Why this is important is that many staff and students believed that if Tommy had still been the vice-principal at Hornsey then the sit-in may not have occurred, and certainly his egalitarian instincts (referred to by Meic Stephens) and deep understanding of the nature of education would have been invaluable in negotiations and the troubles would have been without doubt contained and curtailed.
I was a member of staff at Hornsey College of Art with Aneurin Thomas and he was an outstanding administrator and art educationalist. At a time when formal theoretical studies and Art History were being introduced to art schools, usually with some considerable resentment from the practice-based staff, Thomas was invaluable in bridging the gap between theory and practice – he spoke with sensitive knowledge and understanding to both camps.
The government and organisation of art schools was dramatically changing in the 1960s and he was a rare example of an administrator who genuinely understood the nature of education and the learning process. He was therefore able to communicate very effectively with students, who generally held him in high regard. They would listen to him and enjoyed particularly his kindly humour and his disregard for status and authority, irrespective of his "imperious manner", acquired, as Stephens rightly states, from his time as a Major during the war. It was this ability to relate so effectively with students that made him such an invaluable member of the senior staff and I am sure he did not leave Hornsey to get away from "bully boy student tactics" as the obituary implies – and anyhow, such evidence of student aggression did not occur until the sit-in, nearly two years after he had left.
Aneurin Thomas was a gentle and perceptive educationalist, and staff and students at Hornsey were so sorry to see him leave, as he represented a new style of senior administrator in art schools: one who listened to students and staff and who understood what the developing aims and changing requirements of art and design education were in the mid-20th century.

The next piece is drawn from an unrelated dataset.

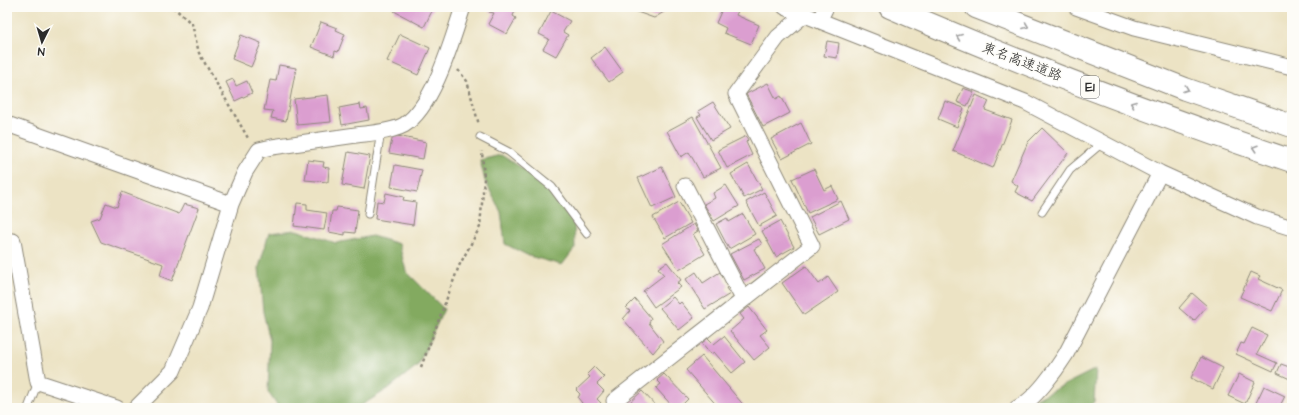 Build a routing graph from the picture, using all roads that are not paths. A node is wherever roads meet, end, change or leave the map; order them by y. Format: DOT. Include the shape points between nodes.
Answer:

Incidentally, one of his main legacies at Hornsey was the development of an in-house publishing enterprise. This was something virtually unique in English art schools (except at the Royal College of Art). Three titles were published under the series title of "Studies in Design" but sadly the venture was a victim of the sit-in and art school publishing was not reinstated and developed until the late 1970s – but Tommy had pioneered much of this work.